Dear Prof. Brian Ripley,
first of all thank you for your answer, I do appreciate
how do you manage to keep successfully all your
activities and answer posts in this forum!
> An empirical CDF is a step function: it does not have a
> derivative at the jump points, and has a zero
> derivative everywhere else.
of course!
Let me add few words concerning my simple motivation.
1. I need estimation for differential entropy.
2. I don't need estimation for differential entropy affected
by any smoothing kernels or other hypothesizes implicitly
coming as explained below.
3. Formula for differential entropy based on density
4. Density estimations based on real data are possible with
smoothing kernels only.
5. Application of smoothing kernels is not adequate if a priori
known that the family of distributions for my data is
extremely wide (Indeed, I don't need any extra hypothesizes
coming with smoothing kernels)
6. CDF is quite OK as "ascetic" estimation of distribution, i.e.
CDF adds _nothing_ to (and removes _nothing_ from) the
hypothesizes about data distribution -- unlike those density
estimations based on smoothing kernels.
7. I don't know formula for differential entropy estimation
based on CDF.
8. Therefore I should try estimate differential entropy relying
on density-based approach.
9. Histogram is quite natural way for estimation of density.

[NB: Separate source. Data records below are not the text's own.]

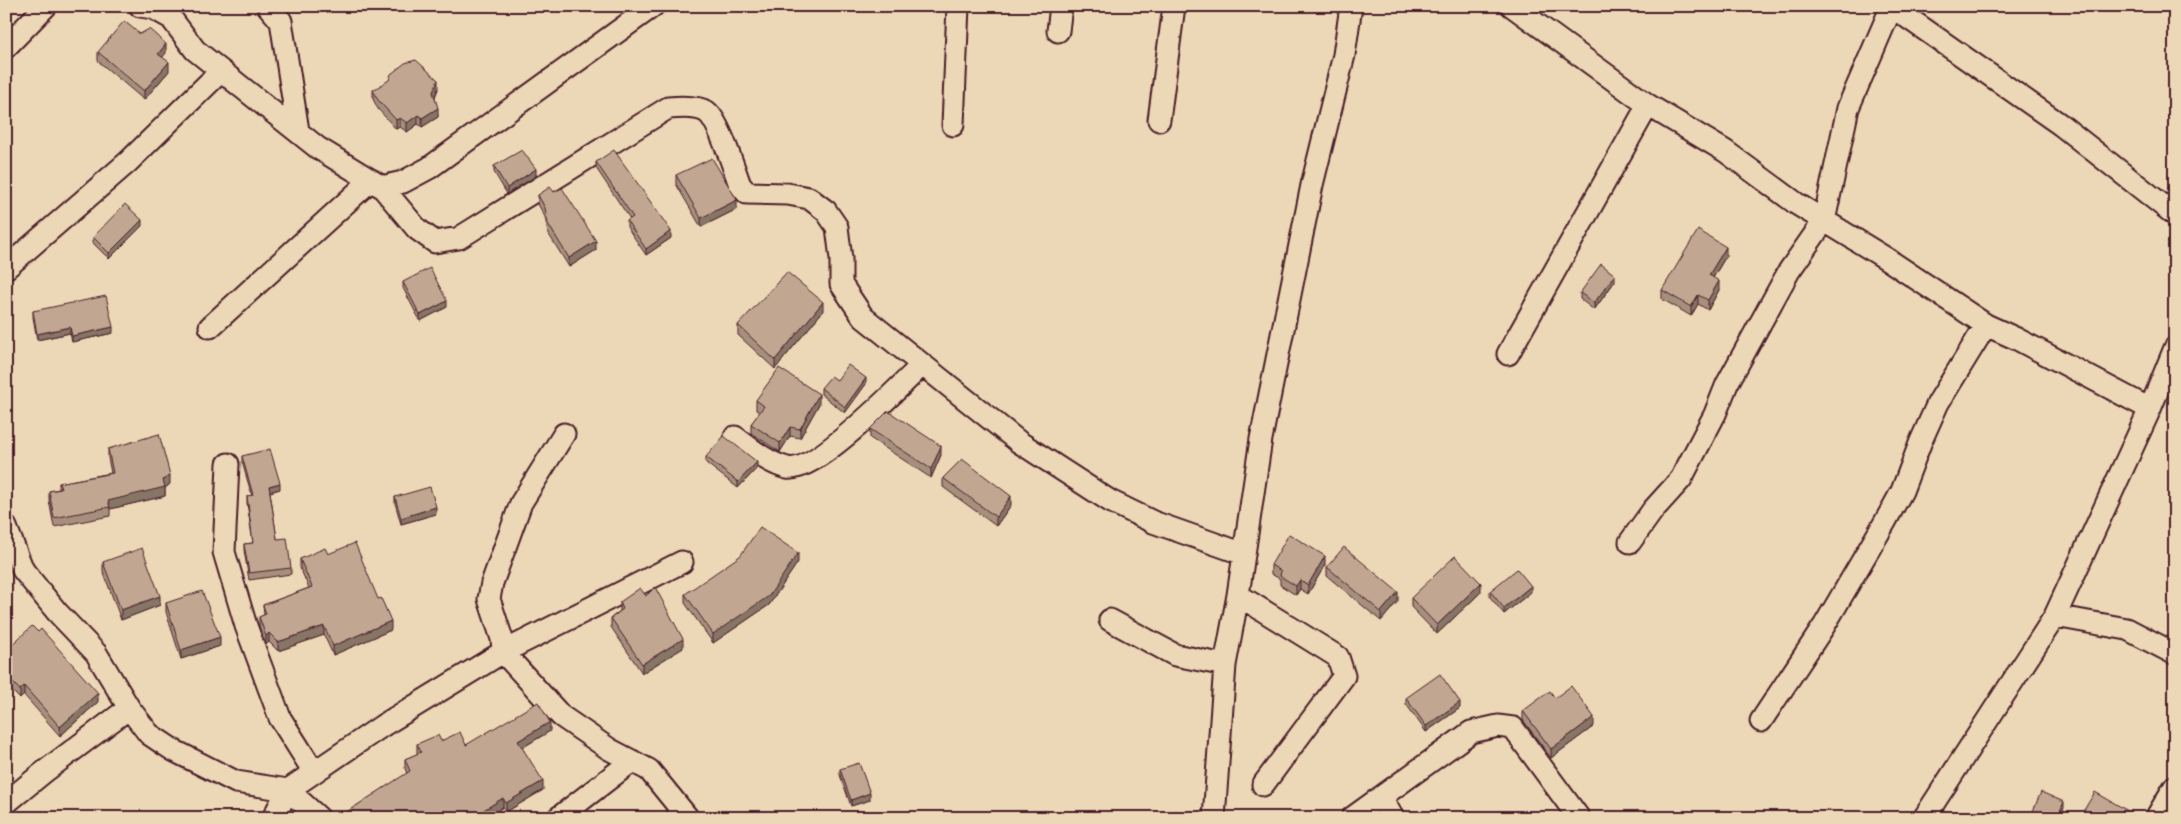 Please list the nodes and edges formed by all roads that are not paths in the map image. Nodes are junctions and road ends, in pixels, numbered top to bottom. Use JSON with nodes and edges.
{"nodes":[{"id":1,"x":46,"y":6,"type":"edge"},
{"id":2,"x":140,"y":6,"type":"edge"},
{"id":3,"x":268,"y":6,"type":"edge"},
{"id":4,"x":653,"y":6,"type":"edge"},
{"id":5,"x":958,"y":6,"type":"edge"},
{"id":6,"x":1061,"y":6,"type":"edge"},
{"id":7,"x":1174,"y":6,"type":"edge"},
{"id":8,"x":1351,"y":6,"type":"edge"},
{"id":9,"x":1512,"y":6,"type":"edge"},
{"id":10,"x":1892,"y":6,"type":"edge"},
{"id":11,"x":1058,"y":31,"type":"dead end"},
{"id":12,"x":6,"y":47,"type":"edge"},
{"id":13,"x":220,"y":72,"type":"junction"},
{"id":14,"x":1648,"y":105,"type":"junction"},
{"id":15,"x":1159,"y":120,"type":"dead end"},
{"id":16,"x":953,"y":124,"type":"dead end"},
{"id":17,"x":298,"y":131,"type":"junction"},
{"id":18,"x":376,"y":184,"type":"junction"},
{"id":19,"x":2175,"y":215,"type":"edge"},
{"id":20,"x":1824,"y":221,"type":"junction"},
{"id":21,"x":6,"y":268,"type":"edge"},
{"id":22,"x":1986,"y":325,"type":"junction"},
{"id":23,"x":210,"y":327,"type":"dead end"},
{"id":24,"x":2175,"y":348,"type":"edge"},
{"id":25,"x":1508,"y":354,"type":"dead end"},
{"id":26,"x":922,"y":365,"type":"junction"},
{"id":27,"x":2150,"y":409,"type":"junction"},
{"id":28,"x":564,"y":434,"type":"dead end"},
{"id":29,"x":735,"y":436,"type":"dead end"},
{"id":30,"x":228,"y":464,"type":"dead end"},
{"id":31,"x":6,"y":527,"type":"edge"},
{"id":32,"x":1630,"y":542,"type":"dead end"},
{"id":33,"x":1244,"y":554,"type":"junction"},
{"id":34,"x":682,"y":562,"type":"dead end"},
{"id":35,"x":14,"y":573,"type":"edge"},
{"id":36,"x":1238,"y":595,"type":"junction"},
{"id":37,"x":2055,"y":616,"type":"junction"},
{"id":38,"x":1110,"y":620,"type":"dead end"},
{"id":39,"x":503,"y":652,"type":"junction"},
{"id":40,"x":2175,"y":654,"type":"edge"},
{"id":41,"x":1225,"y":665,"type":"junction"},
{"id":42,"x":130,"y":708,"type":"junction"},
{"id":43,"x":1761,"y":721,"type":"dead end"},
{"id":44,"x":632,"y":761,"type":"junction"},
{"id":45,"x":314,"y":772,"type":"junction"},
{"id":46,"x":1263,"y":786,"type":"dead end"},
{"id":47,"x":2175,"y":786,"type":"edge"},
{"id":48,"x":288,"y":790,"type":"junction"},
{"id":49,"x":1381,"y":797,"type":"junction"},
{"id":50,"x":6,"y":803,"type":"edge"},
{"id":51,"x":1928,"y":817,"type":"edge"},
{"id":52,"x":273,"y":818,"type":"edge"},
{"id":53,"x":319,"y":818,"type":"edge"},
{"id":54,"x":558,"y":818,"type":"edge"},
{"id":55,"x":688,"y":818,"type":"edge"},
{"id":56,"x":1214,"y":818,"type":"edge"},
{"id":57,"x":1352,"y":818,"type":"edge"},
{"id":58,"x":1393,"y":818,"type":"edge"},
{"id":59,"x":1579,"y":818,"type":"edge"},
{"id":60,"x":2156,"y":818,"type":"edge"}],
"edges":[{"from":1,"to":12,"type":"street"},
{"from":2,"to":13,"type":"street"},
{"from":3,"to":17,"type":"street"},
{"from":4,"to":18,"type":"street"},
{"from":5,"to":16,"type":"street"},
{"from":6,"to":11,"type":"street"},
{"from":7,"to":15,"type":"street"},
{"from":8,"to":33,"type":"street"},
{"from":9,"to":14,"type":"street"},
{"from":10,"to":19,"type":"street"},
{"from":10,"to":20,"type":"street"},
{"from":13,"to":17,"type":"street"},
{"from":13,"to":21,"type":"street"},
{"from":14,"to":20,"type":"street"},
{"from":14,"to":25,"type":"street"},
{"from":17,"to":18,"type":"street"},
{"from":18,"to":23,"type":"street"},
{"from":18,"to":26,"type":"street"},
{"from":20,"to":22,"type":"street"},
{"from":20,"to":32,"type":"street"},
{"from":22,"to":27,"type":"street"},
{"from":22,"to":43,"type":"street"},
{"from":24,"to":27,"type":"street"},
{"from":26,"to":29,"type":"street"},
{"from":26,"to":33,"type":"street"},
{"from":27,"to":37,"type":"street"},
{"from":28,"to":39,"type":"street"},
{"from":30,"to":45,"type":"street"},
{"from":31,"to":35,"type":"street"},
{"from":33,"to":36,"type":"street"},
{"from":34,"to":39,"type":"street"},
{"from":35,"to":42,"type":"street"},
{"from":36,"to":41,"type":"street"},
{"from":36,"to":46,"type":"street"},
{"from":37,"to":40,"type":"street"},
{"from":37,"to":51,"type":"street"},
{"from":38,"to":41,"type":"street"},
{"from":39,"to":44,"type":"street"},
{"from":39,"to":45,"type":"street"},
{"from":41,"to":56,"type":"street"},
{"from":42,"to":48,"type":"street"},
{"from":42,"to":50,"type":"street"},
{"from":44,"to":54,"type":"street"},
{"from":44,"to":55,"type":"street"},
{"from":45,"to":48,"type":"street"},
{"from":47,"to":60,"type":"street"},
{"from":48,"to":52,"type":"street"},
{"from":48,"to":53,"type":"street"},
{"from":49,"to":57,"type":"street"},
{"from":49,"to":58,"type":"street"},
{"from":49,"to":59,"type":"street"}]}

10. Classical histograms are not adequate if a priori known
that family of distribution for my data is extremely wide.
Indeed:
a) one should have some assumptions concerning the distribution
in order to have reasonable breaks for binning.
b) any binning reasonable in terms of histogram properties
tends to destroy knowledge about the distribution _within_
a bin -- only a trivial histogram with breaks situated next
to the data points is really acceptable for keeping
knowledge about the distribution like ECDF does.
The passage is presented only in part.